【韓察日報】ドナルド・トランプ米大統領が、定例の米韓合同演習「ウルチ・フリーダム・シールド」の開幕を控えるなか、演習規模を大幅に縮小するよう指示した。韓国KBSなどの報道によると、トランプ大統領は自身のSNSを通じ、北朝鮮の金正恩総書記との良好な関係や膨大な演習費用を理由に挙げ、軍事演習に難色を示した。これを受け、米軍当局は韓国軍との緊急調整に着手したが、根回しのない唐突な指示に軍内部では混乱が広がっている。
■金正恩氏との関係アピール…対話誘導の狙いも
トランプ大統領はSNSへの投稿で、金正恩総書記とは「非常に良好な関係にある」と強調した。演習が敵対的なメッセージと捉えられかねない点や、米国の費用負担が多額に上ることを懸念し、演習の縮小を指示したと明かした。大統領は前日にも2019年の板門店会談の写真を投稿し、両者の蜜月ぶりを演出していた。

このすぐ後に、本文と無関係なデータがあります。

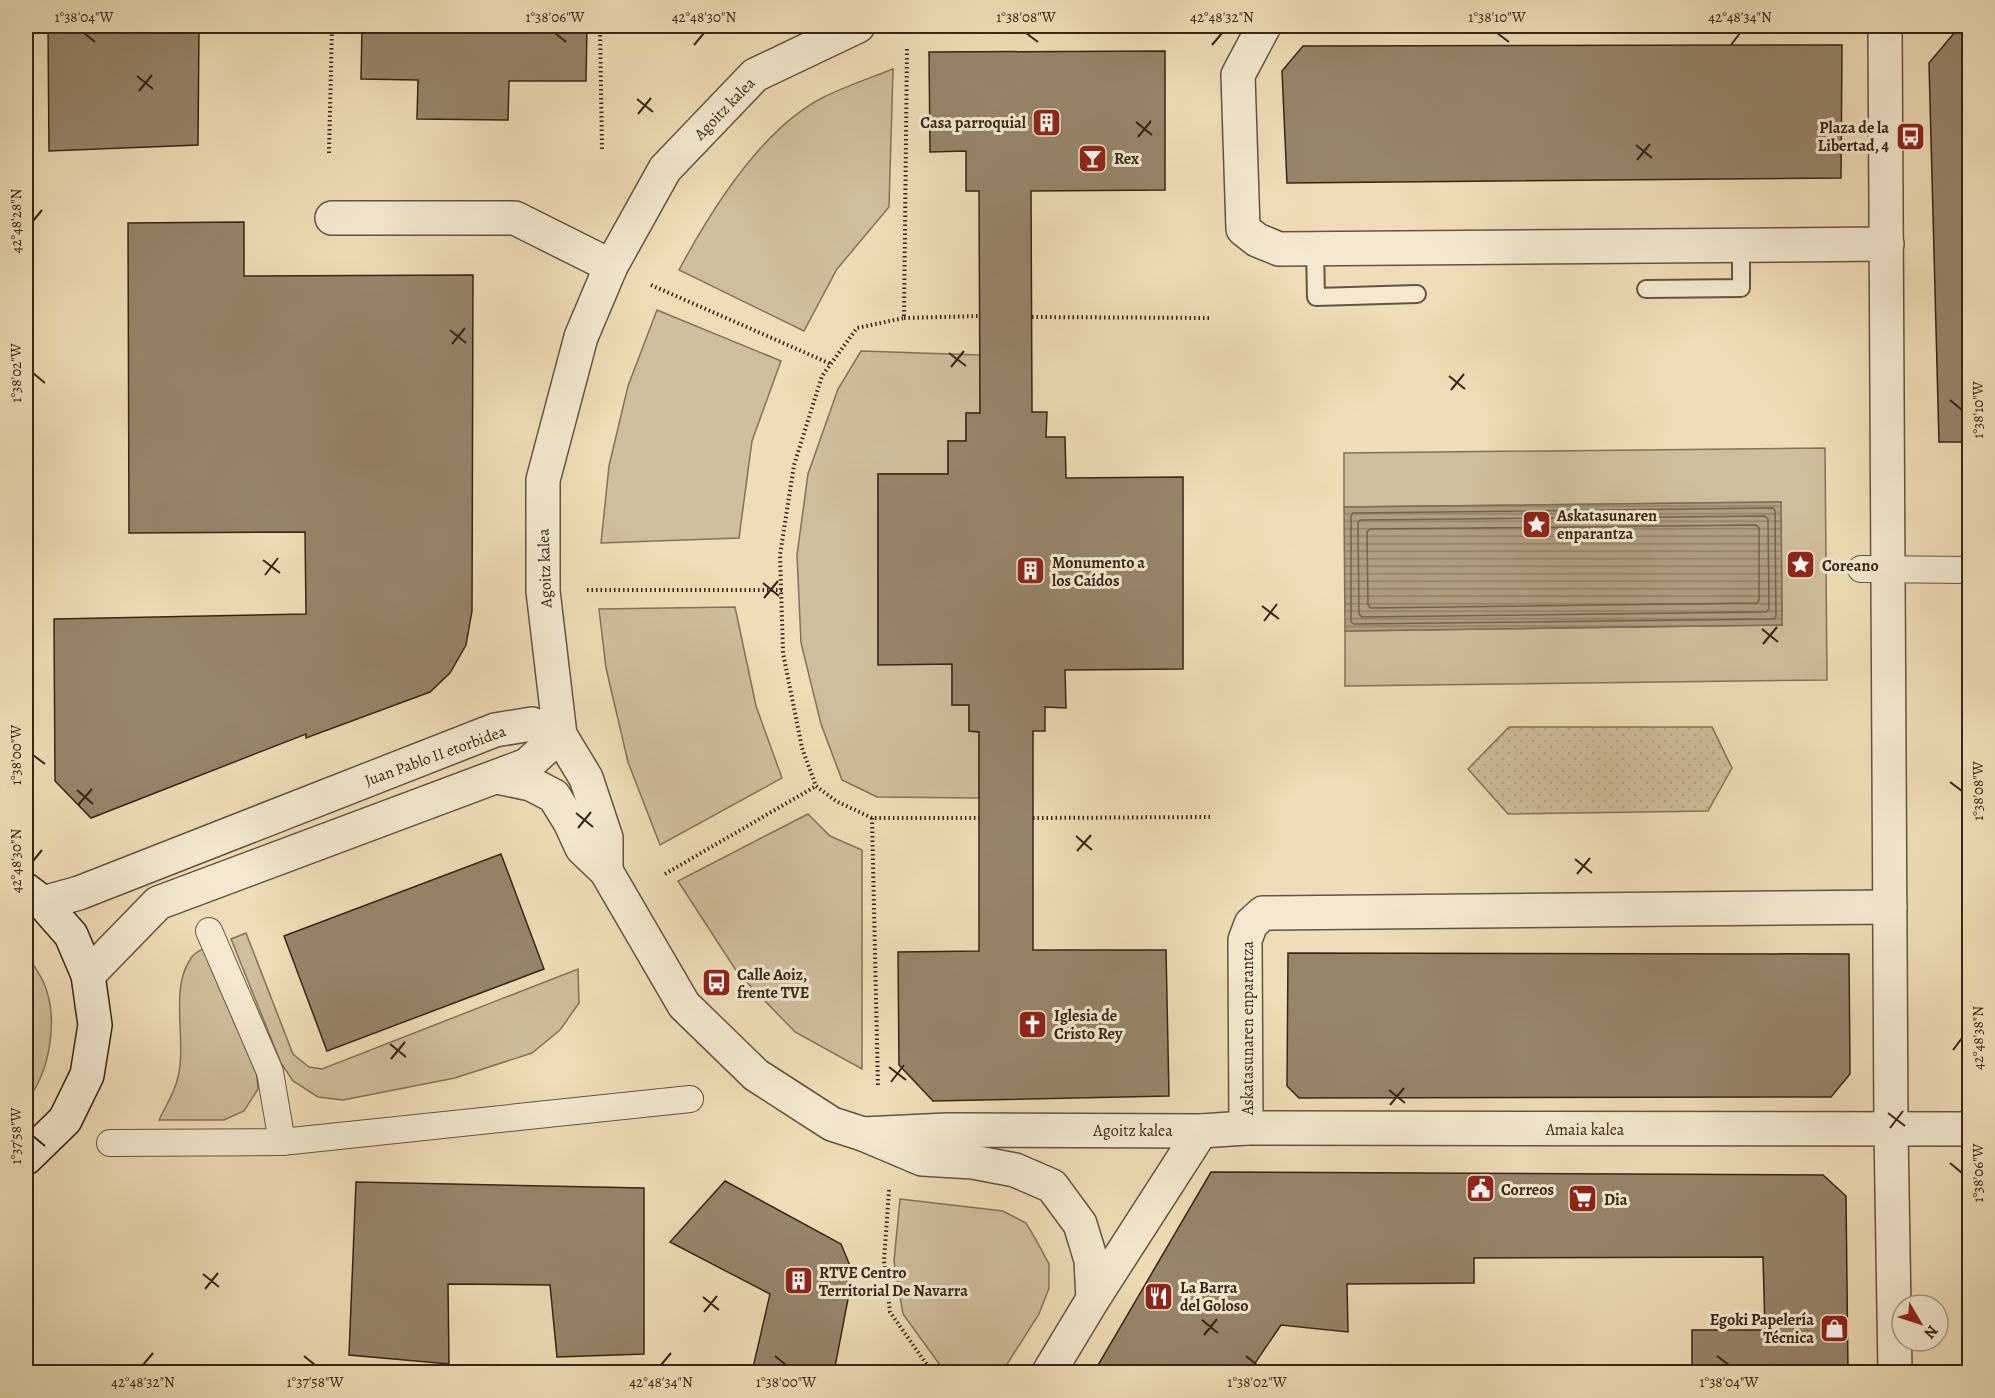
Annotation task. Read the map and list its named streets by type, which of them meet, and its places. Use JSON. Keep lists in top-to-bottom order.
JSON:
{
  "streets": {
    "street": [
      "Agoitz kalea",
      "Juan Pablo II etorbidea",
      "Askatasunaren enparantza",
      "Amaia kalea"
    ]
  },
  "crossings": [
    ["Agoitz kalea", "Juan Pablo II etorbidea"],
    ["Agoitz kalea", "Amaia kalea"],
    ["Askatasunaren enparantza", "Amaia kalea"]
  ],
  "places": {
    "building": ["Casa parroquial", "Monumento a los Caídos", "RTVE Centro Territorial De Navarra"],
    "bus stop": ["Plaza de la Libertad, 4", "Calle Aoiz, frente TVE"],
    "bar": ["Rex"],
    "place": ["Askatasunaren enparantza", "Coreano"],
    "church": ["Iglesia de Cristo Rey"],
    "public building": ["Correos"],
    "supermarket": ["Dia"],
    "restaurant": ["La Barra del Goloso"],
    "shop": ["Egoki Papelería Técnica"]
  },
  "north": "bottom right",
  "coordinates": [
    "1°38'04\"W",
    "1°38'06\"W",
    "42°48'30\"N",
    "1°38'08\"W",
    "42°48'32\"N",
    "1°38'10\"W",
    "42°48'34\"N",
    "42°48'28\"N",
    "1°38'02\"W",
    "1°38'00\"W",
    "42°48'38\"N",
    "1°37'58\"W"
  ]
}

トランプ大統領が米韓演習の縮小に踏み切るのは、第1期政権時の2018年米朝首脳会談以来となる。今回の指示についても、北朝鮮を脅威とみなさない姿勢を示し、北朝鮮側に対話に応じる名分を与える狙いがあるとみられる。なお、トランプ大統領は李在明大統領に対し、イランの非核化に向けた取り組みへの協力を求めたものの、辞退されたことも公表した。
■国防総省は対応追われ「即興的判断」との指摘も
トランプ大統領の一方的な発表により、米軍現場は対応に追われている。ヘラルド経済新聞は、米国防総省が17日(現地時間)、軍最高司令官である大統領の指示を履行するため、演習の日程や規模の調整に向けて韓国軍当局と協議を開始したと報じている。
しかし、国防総省は当初「変更はない」と発表した数時間後に前言を撤回し、ホワイトハウスへの照会を求めるなど、内部の足並みの乱れを露呈した。ヘラルド経済新聞が伝えた米ニューヨーク・タイムズ紙の報道によると、米軍高官はトランプ大統領の突然の決定に困惑を示しており、今回の措置は計算された対北朝鮮政策というよりも、即興的かつ一方的な判断である可能性が高いと分析している。
【編集長の韓察眼】
イラン非核化への協力拒絶に対する意趣返しとも映るが、本質は費用削減と米朝対話再開を狙う政治的思惑にあろう。2018年の前例を思わせる事前協議なき判断は、連合防衛態勢の抑止力を揺るがしかねない。実質的な非核化を伴わない安保上の譲歩は足元を見られるリスクを孕む。同盟の信頼回復に向け、韓国外交の危機管理能力が試されている。